Dozens of firefighters, emergency medical service professionals and law enforcement officers completed two days of rigorous training in Morris County on how to quickly assess injuries, stop the bleeding, and save more lives during an active shooter or high-threat scenario.
Hosted by the Morris County Office of Emergency Management, the “Tactical Emergency Casualty Care” course was taught by experts and consultants with Pennsylvania-based Techline Technologies, Inc., using course materials developed by the National Association of Emergency Medical Technicians.
The course was the first time Techline Technologies Inc. unveiled the newly introduced national curriculum, which allowed for an increased emphasis on hands-on training for emergency medical situations to decrease the number of preventable deaths.
And the timing was particularly relevant: the course was held one day after a gunman murdered four people and wounded 13 hours at the Gilroy Garlic Festival in California, and less than one week before at least 31 people were killed in two shootings that occurred at a Walmart in El Paso, Texas, and in Dayton, Ohio.
On the first day of the TECC course, Morris County Sheriff James M. Gannon greeted the students that included local EMTs, paramedics, firefighters, police, members of his SERT team, members of the Morris County Office of Emergency Management’s Special Operations Group (SOG), along with the New Jersey State Police and the United States Secret Service.
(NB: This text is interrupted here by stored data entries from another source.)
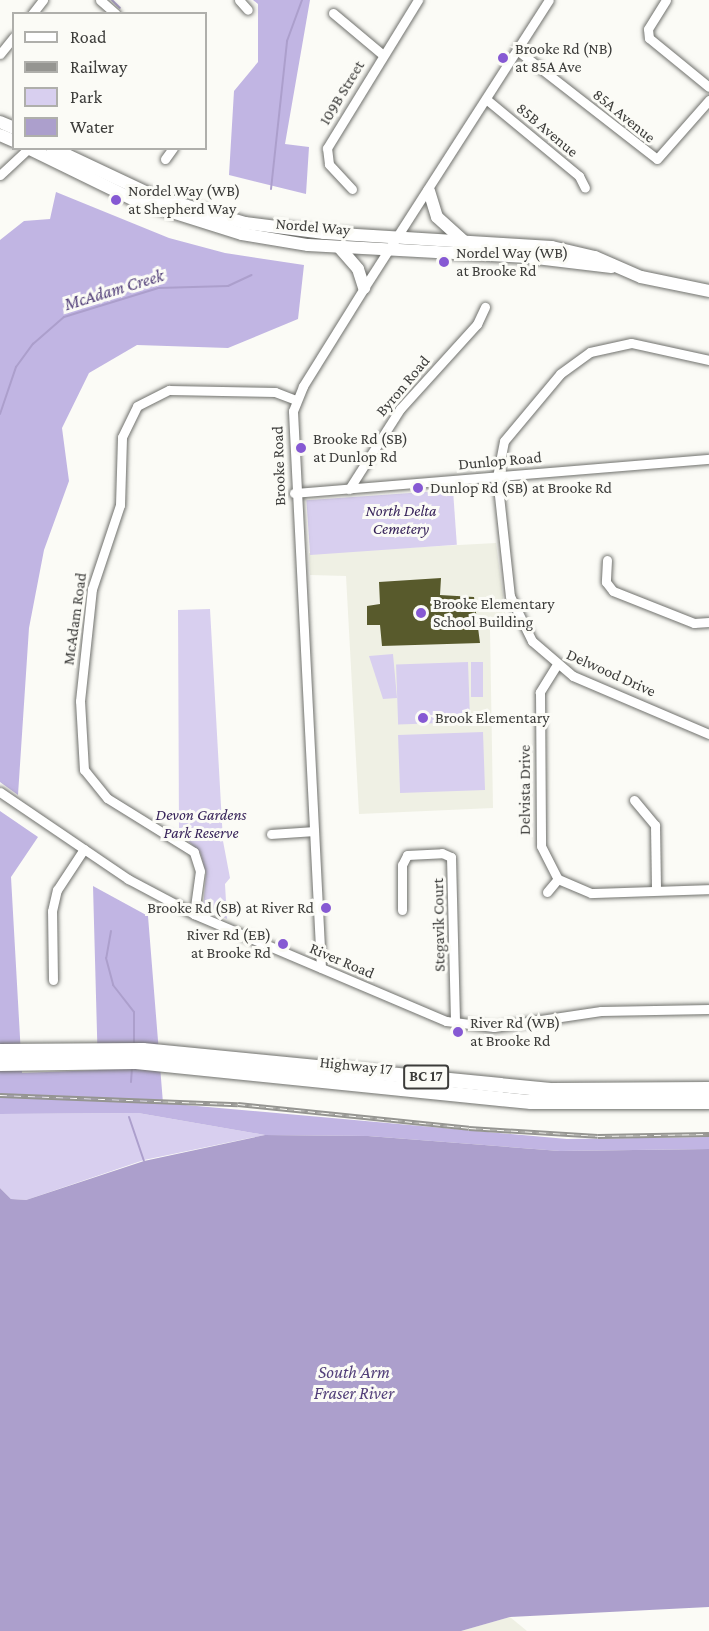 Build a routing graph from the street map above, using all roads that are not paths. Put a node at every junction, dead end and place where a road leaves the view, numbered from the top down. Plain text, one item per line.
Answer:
1 (100, 0) edge
2 (239, 0) edge
3 (418, 0) edge
4 (549, 0) edge
5 (666, 0) edge
6 (248, 10) dead end
7 (114, 12) edge
8 (333, 13) dead end
9 (12, 40) edge
10 (517, 50) junction
11 (0, 54) edge
12 (383, 55) junction
13 (709, 87) edge
14 (486, 99) junction
15 (709, 100) edge
16 (28, 150) edge
17 (31, 150) edge
18 (56, 150) edge
19 (172, 150) edge
20 (165, 159) dead end
21 (0, 175) edge
22 (585, 188) dead end
23 (352, 189) dead end
24 (429, 191) junction
25 (397, 238) junction
26 (465, 242) junction
27 (339, 247) junction
28 (389, 249) junction
29 (612, 267) junction
30 (364, 288) junction
31 (709, 291) edge
32 (485, 307) dead end
33 (709, 360) edge
34 (296, 400) junction
35 (709, 459) edge
36 (497, 477) junction
37 (349, 489) junction
38 (294, 493) junction
39 (607, 560) dead end
40 (709, 622) edge
41 (556, 666) junction
42 (709, 734) edge
43 (0, 792) edge
44 (634, 800) dead end
45 (314, 831) junction
46 (271, 834) dead end
47 (84, 849) junction
48 (558, 879) junction
49 (709, 889) edge
50 (656, 890) junction
51 (547, 892) dead end
52 (402, 910) dead end
53 (194, 914) junction
54 (321, 968) junction
55 (53, 980) dead end
56 (709, 1008) edge
57 (455, 1023) junction
58 (145, 1056) junction
59 (1, 1057) edge
60 (709, 1089) edge
61 (709, 1102) edge

1 - 7 street
2 - 6 street
3 - 12 street, 109B Street
4 - 10 street, Brooke Road
5 - 13 street
8 - 12 street, 109B Street
9 - 11 street
10 - 14 street, Brooke Road
10 - 15 street, 85A Avenue
12 - 23 street, 109B Street
14 - 22 street, 85B Avenue
14 - 24 street, Brooke Road
16 - 21 street
17 - 27 main road, Nordel Way
18 - 25 main road, Nordel Way
19 - 20 street
24 - 25 street, Brooke Road
24 - 26 main road
25 - 26 main road, Nordel Way
25 - 28 street, Brooke Road
26 - 29 main road, Nordel Way
27 - 28 main road, Nordel Way
27 - 30 main road
28 - 29 main road, Nordel Way
28 - 30 street, Brooke Road
29 - 31 main road, Nordel Way
30 - 34 street, Brooke Road
32 - 37 street, Byron Road
33 - 36 street, Delwood Drive
34 - 38 street, Brooke Road
34 - 53 street, McAdam Road
35 - 36 street, Dunlop Road
36 - 37 street, Dunlop Road
36 - 41 street, Delwood Drive
37 - 38 street, Dunlop Road
38 - 45 street, Brooke Road
39 - 40 street
41 - 42 street, Delwood Drive
41 - 48 street, Delvista Drive
43 - 47 street, River Road
44 - 50 street
45 - 46 street
45 - 54 street, Brooke Road
47 - 53 street, River Road
47 - 55 street
48 - 50 street
48 - 51 street
49 - 50 street
52 - 57 street, Stegavik Court
53 - 54 street, River Road
54 - 57 street, River Road
56 - 57 street, River Road
58 - 59 highway, Highway 17 / BC 17
58 - 60 highway, Highway 17 / BC 17
58 - 61 highway, Highway 17 / BC 17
“The job has changed, the dangers each of you face every day has changed. Today, thanks to each of you, people are being saved and that is a credit to the outstanding faculty teaching this course and each of you who will be here over the next two days becoming certified in these lifesaving skills. Years ago, many people died. Today you will save them. You’re right on the cutting edge of change in a real positive way that saves lives, and I thank each one of you for what you do to serve the public,” Sheriff Gannon said.
The course mainly focused on trauma-related injuries that occur in the austere environment inclusive of care under fire and warm zone integrated care inclusive of the new Rescue Task Force model that works at the direction of law enforcement before a scene is determined to be completely safe. Students also were instructed on how to perform self-aid, in the event they are wounded.
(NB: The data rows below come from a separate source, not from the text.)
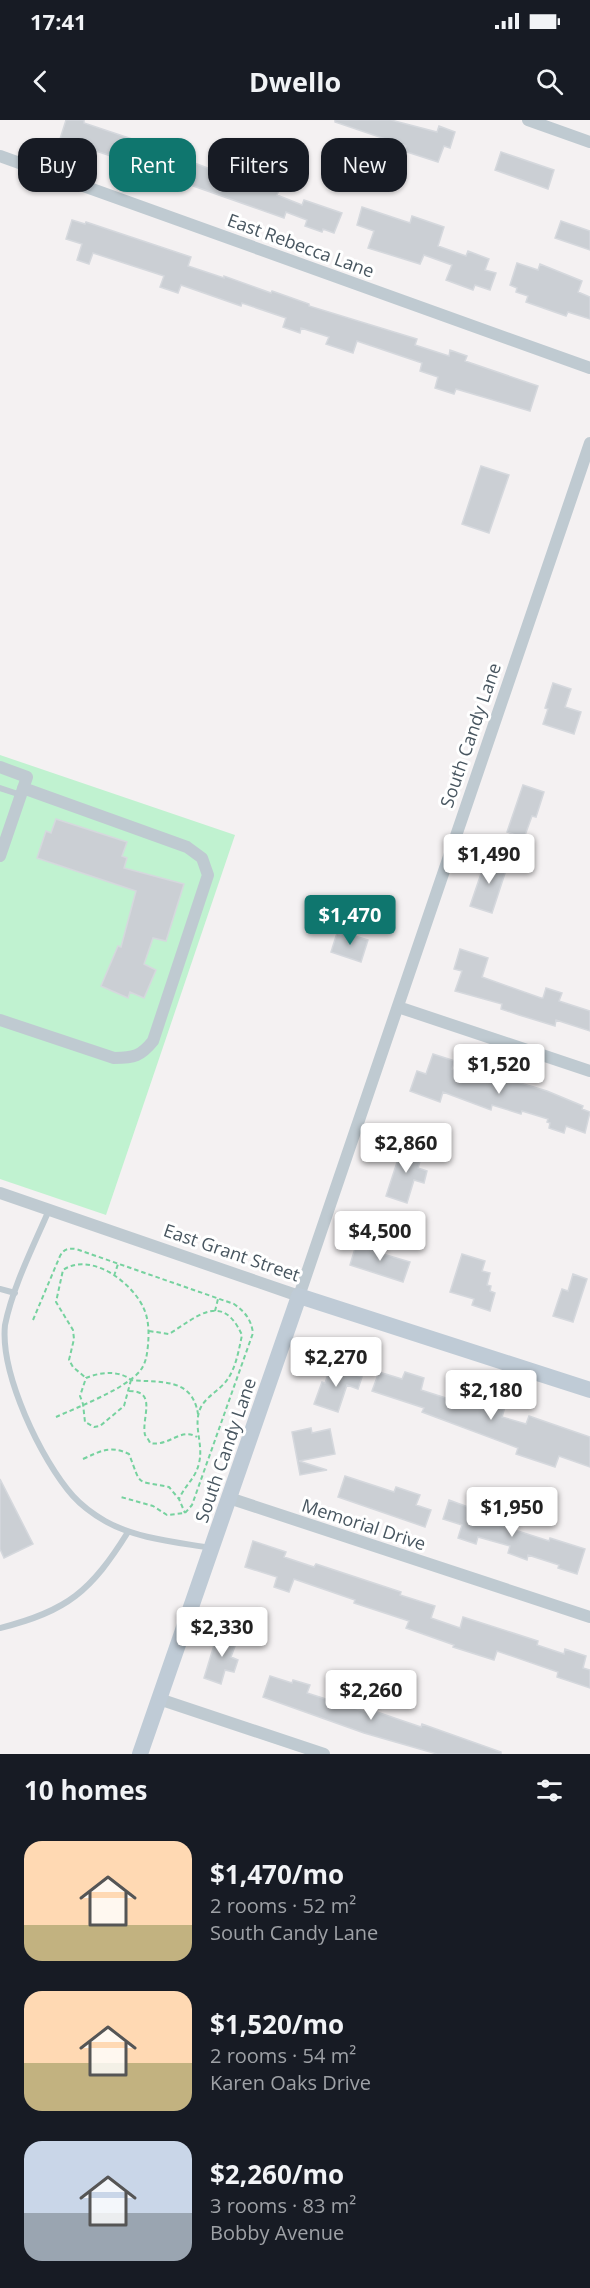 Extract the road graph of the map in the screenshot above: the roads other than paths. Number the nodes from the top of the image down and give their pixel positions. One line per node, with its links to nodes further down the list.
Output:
1 (528, 120): 2 (street)
2 (590, 142)
3 (0, 156): 4 (street, East Rebecca Lane)
4 (590, 368)
5 (590, 443): 10 (street, South Candy Lane)
6 (0, 767): 8 (street)
7 (0, 788): 8 (lane)
8 (22, 792): 9 (street); 11 (street)
9 (0, 856)
10 (398, 1008): 12 (street); 17 (street, South Candy Lane)
11 (0, 1020)
12 (590, 1071)
13 (0, 1193): 14 (street, East Grant Street)
14 (49, 1210): 16 (lane); 17 (street, East Grant Street)
15 (0, 1289): 16 (lane)
16 (15, 1293): 20 (lane)
17 (299, 1296): 18 (main road, East Grant Street); 19 (main road, South Candy Lane)
18 (590, 1390)
19 (229, 1498): 21 (main road, South Candy Lane); 22 (street, Memorial Drive)
20 (128, 1532): 21 (lane); 23 (lane)
21 (212, 1548): 24 (main road, South Candy Lane)
22 (590, 1617)
23 (0, 1628)
24 (159, 1699): 25 (main road, South Candy Lane); 26 (street)
25 (140, 1754)
26 (324, 1754)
Some of the practical scenarios replicated providing medical intervention in an unstable and threatening environment which allowed the responders to practice techniques using tourniquets to control significant bleeding, hemostatic agents to better manage bleeding control, and apply specialized trauma dressings.
Instructors also taught positioning of patients to maintain an appropriate airway and preventing shock by keeping patients warm. They also emphasized a protocol for rapid medical assessment, called MARCH, which guides the responders in the manner that they assess patients: M, for massive hemorrhage; A, for airway; R, for respiratory; C, for circulation; and H, for hypothermia.
The course held at the Morris County Public Safety Training Complex took students through multiple simulated but gritty, grisly and disorienting scenarios where rescue efforts were integrated into tactical responses – just as reality would pose.
Students practiced carrying or dragging each other to safety. They were allotted seconds to secure tourniquets on others and later on themselves. They practiced tightening tourniquets on lifelike but artificial amputated limbs supplied by Techline and were forced to attend to and carry “wounded” mannequins and live role-playing victims to safety while being shot at by role players using mock bullets.
In teams, the students rushed into a warehouse where a mock explosion – simulated by a fog mist and virtually no lighting – had severely wounded several people who required tourniquets and other medical intervention before being carried out of the building.
The teams also went through a chaotic experience of sensory overload during which they had to navigate a pitch-dark room filled with music and strobe lights to find and treat patients.
All through the training, they also learned to check patients for weapons that might be turned on them, and to always communicate with each other at scenes.